Banks will be getting a tax break in the bill. The measure will move banks from having to pay a 13.25 percent Bank Franchise Tax to the 5 percent Corporation Income Tax. Lawmakers say this is to help small community banks stay in Kentucky—not to help large banks. Banks will have to be chartered in Kentucky to be affected by the change in the tax.

“This will hopefully make the Kentucky community banks competitive with our surrounding states I think is the intent of that,” said Senate Minority Leader Morgan McGarvey, R-Louisville. “This is not a bank franchise break to some huge corporate banks.”

The change would go in effect in 2021, so the $56 million fiscal impact won’t affect the biennium budget next year. Despite the financial strain the state is under, Conference Committee Chairman Sen. Chris McDaniel, R-Taylor Mill, says this necessary to keep the state competitive.

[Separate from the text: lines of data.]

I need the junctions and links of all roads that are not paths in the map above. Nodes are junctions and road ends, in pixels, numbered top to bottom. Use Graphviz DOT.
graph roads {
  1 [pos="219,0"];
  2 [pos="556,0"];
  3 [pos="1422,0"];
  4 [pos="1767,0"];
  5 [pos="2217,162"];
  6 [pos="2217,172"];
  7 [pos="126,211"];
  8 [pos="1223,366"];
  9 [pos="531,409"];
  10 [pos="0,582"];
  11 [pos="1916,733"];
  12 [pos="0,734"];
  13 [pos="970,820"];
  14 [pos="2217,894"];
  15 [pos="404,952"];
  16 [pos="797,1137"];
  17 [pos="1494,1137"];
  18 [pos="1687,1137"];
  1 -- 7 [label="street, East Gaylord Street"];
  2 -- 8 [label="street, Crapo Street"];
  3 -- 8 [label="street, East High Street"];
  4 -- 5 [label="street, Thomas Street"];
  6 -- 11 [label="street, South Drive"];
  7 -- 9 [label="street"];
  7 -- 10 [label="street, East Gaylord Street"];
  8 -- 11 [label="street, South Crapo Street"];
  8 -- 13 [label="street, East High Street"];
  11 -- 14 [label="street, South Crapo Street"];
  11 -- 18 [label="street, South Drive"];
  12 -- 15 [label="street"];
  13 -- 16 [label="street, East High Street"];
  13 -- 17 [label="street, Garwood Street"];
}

“As we’ve seen more and more acquisitions of Kentucky based banks most recently, the Wesbanco acquisition of United, we’re really beginning to see banks leaving the commonwealth for more competitive tax states,” he said. “We really have an issue where we are becoming an outlier in the banking space and need to make sure we don’ t loss anymore of those institutions and consequently  the tax revenue that comes with them.”

Another tax break in the bill deals with low-income earners. Under the measure, families who saw their income tax rise as a result of last year’s tax bill will be able to get a tax credit.

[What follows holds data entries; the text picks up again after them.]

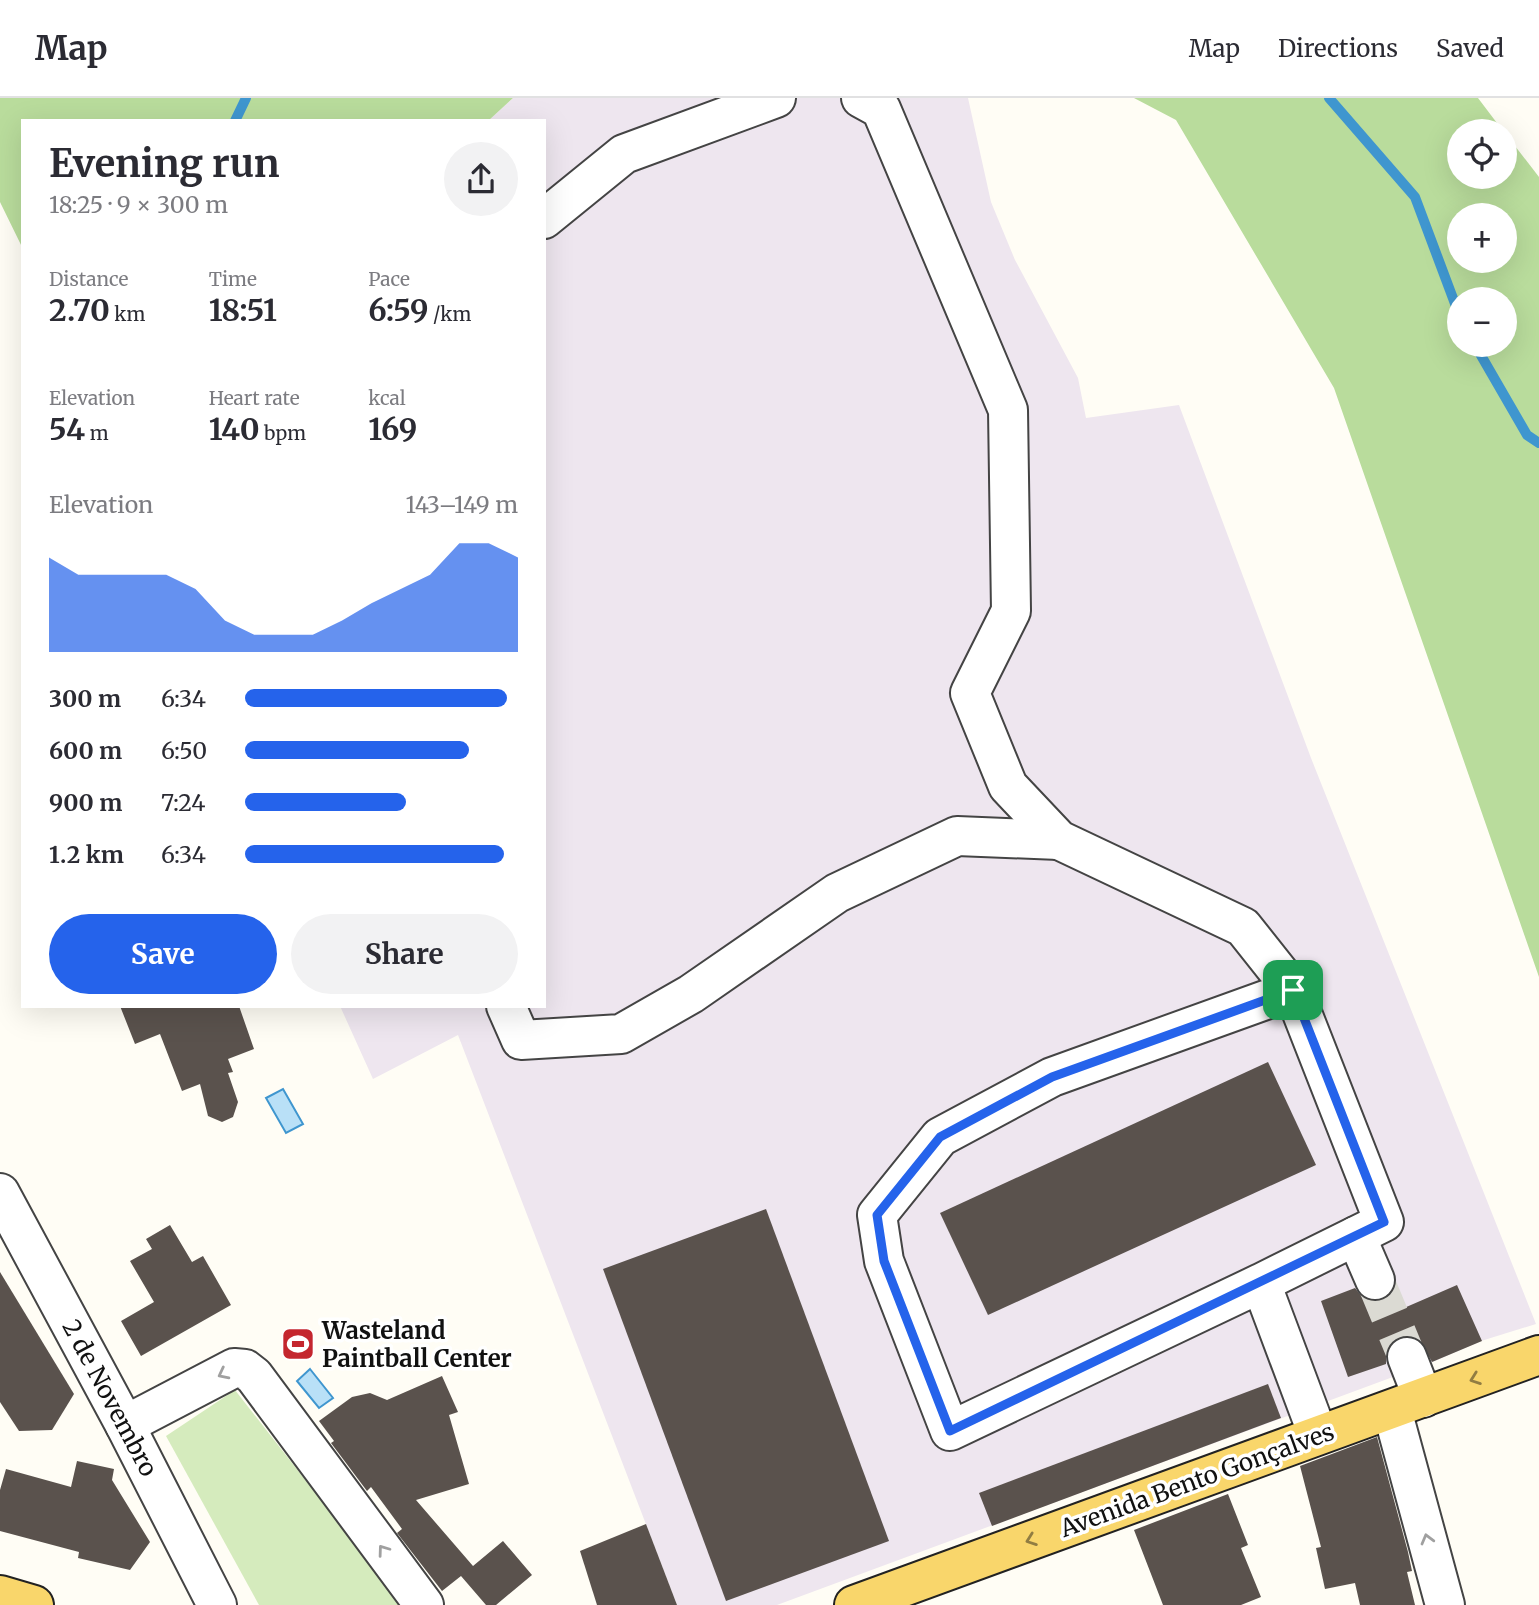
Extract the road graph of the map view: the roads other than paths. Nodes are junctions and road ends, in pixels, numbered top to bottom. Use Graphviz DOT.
graph roads {
  1 [pos="776,98"];
  2 [pos="861,98"];
  3 [pos="546,217"];
  4 [pos="1059,840"];
  5 [pos="1293,990"];
  6 [pos="507,1008"];
  7 [pos="0,1193"];
  8 [pos="1356,1236"];
  9 [pos="1375,1280"];
  10 [pos="1261,1283"];
  11 [pos="1539,1355"];
  12 [pos="1407,1357"];
  13 [pos="1407,1404"];
  14 [pos="125,1425"];
  15 [pos="1318,1435"];
  16 [pos="0,1595"];
  17 [pos="34,1605"];
  18 [pos="217,1605"];
  19 [pos="424,1605"];
  20 [pos="854,1605"];
  21 [pos="1445,1605"];
  1 -- 3 [label="street"];
  2 -- 4 [label="street"];
  4 -- 5 [label="street"];
  4 -- 6 [label="street"];
  5 -- 8 [label="street"];
  5 -- 10 [label="street"];
  7 -- 14 [label="street, 2 de Novembro"];
  8 -- 9 [label="street"];
  8 -- 10 [label="street"];
  10 -- 15 [label="street"];
  11 -- 13 [label="main road, Avenida Bento Gonçalves, one-way"];
  12 -- 13 [label="street"];
  13 -- 15 [label="main road, Avenida Bento Gonçalves"];
  21 -- 13 [label="street, one-way"];
  14 -- 18 [label="street, 2 de Novembro"];
  19 -- 14 [label="street, one-way"];
  15 -- 20 [label="main road, Avenida Bento Gonçalves, one-way"];
  16 -- 17 [label="main road"];
}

“We want to make sure that no one saw a tax increase as a result of last year’s bill,” said Sen. McDaniel. “There was a very small population of folks who hovered in that 4.8 percent, 4.6 percent range that were negatively impacted. It was unintentional so we are trying to get that correct.”

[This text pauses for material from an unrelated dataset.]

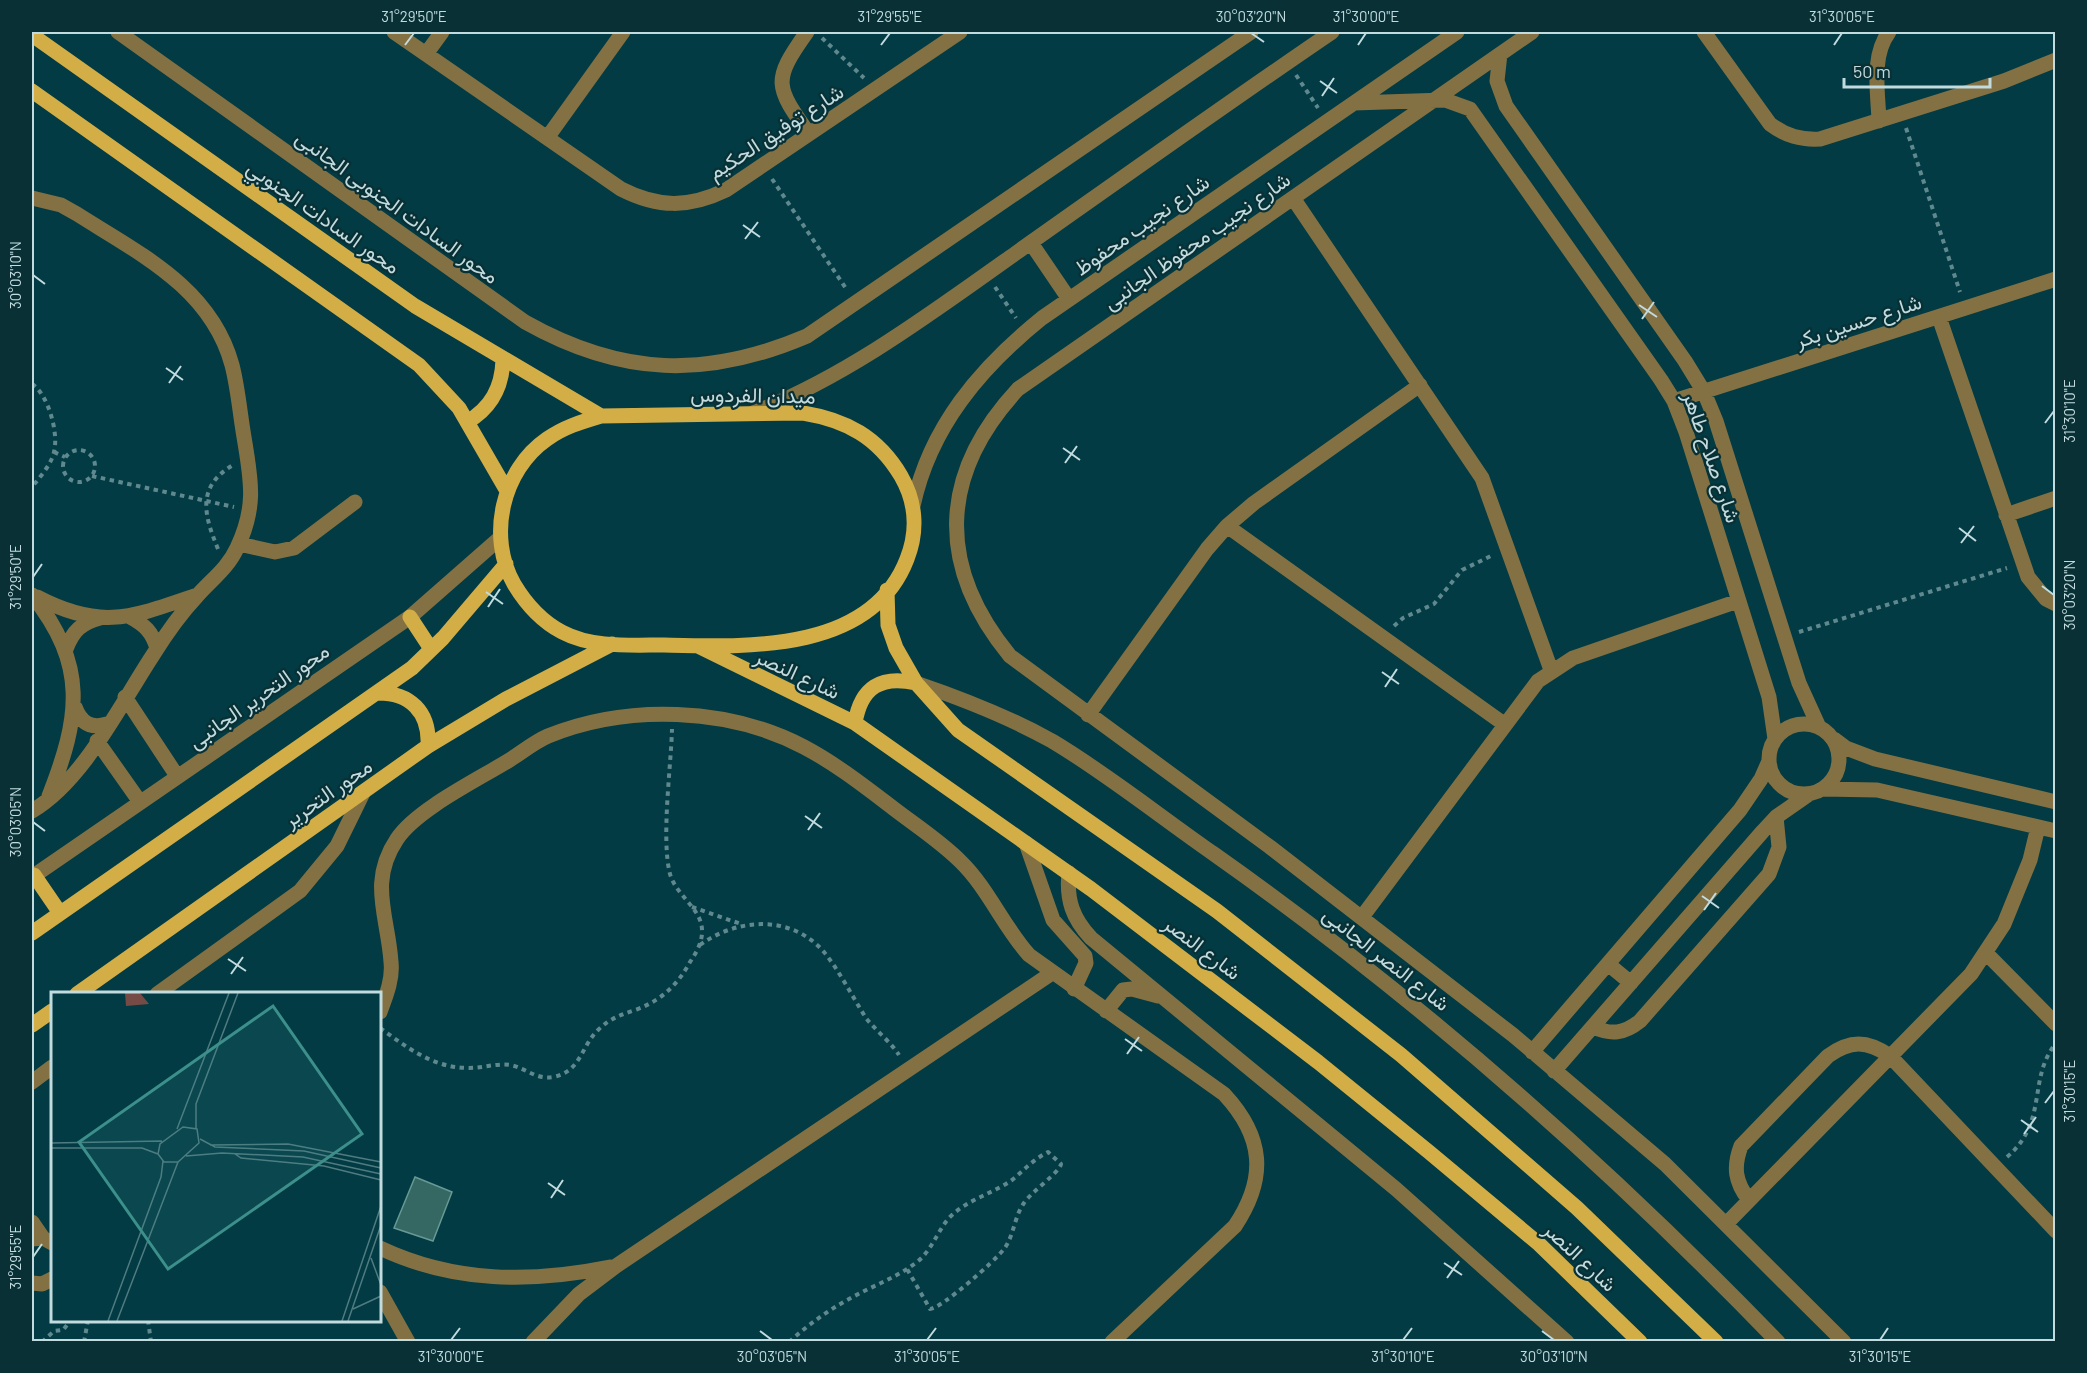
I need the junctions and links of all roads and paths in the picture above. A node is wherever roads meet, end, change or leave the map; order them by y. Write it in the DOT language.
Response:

Families who qualify will vary depending on their family size, filing status, and other factors.

“You’re mainly going to find these people not at the poverty level, just slightly above,” said Sen. McDaniel. “The range is pretty broad based on family size, filing status things like that.”

But it will only last for two years as lawmakers determine how the credit works.

“There is an ongoing commitment to make sure we get it right, but the mechanism is very complex and that’s why need two years to make the adjustment,” McDaniel said.

What isn’t in the bill, is a provision providing scholarship tax credits. This was a concern of educators and superintendents throughout the commonwealth, and one of the reasons thousands of teachers called in sick. Sen. McDaniel says there simply wasn’t support among members to include the provision in the legislation.

Full implementation of HB 354 is estimated at around $105 million annually. McDaniel says despite the fiscal strain that will put on the commonwealth, it’s a balancing act.

“You cannot look at any given item in the absence of the whole.  In the whole, we have to be fundamentally fair to individuals, which is what the low income tax credit is about,” he said. “You have to attract and retain good quality businesses, we have to be competitive with eight border states, so you have to design a tax code that allows for economic growth while at the same time bringing in enough revenue to handle the obligations you are talking about, while at the same time knowing we’ve increased an obligation to the pension fund by ensuring that we can deliver quality services.”

The full General Assembly will approve or disagree with the committee changes on floor Wednesday.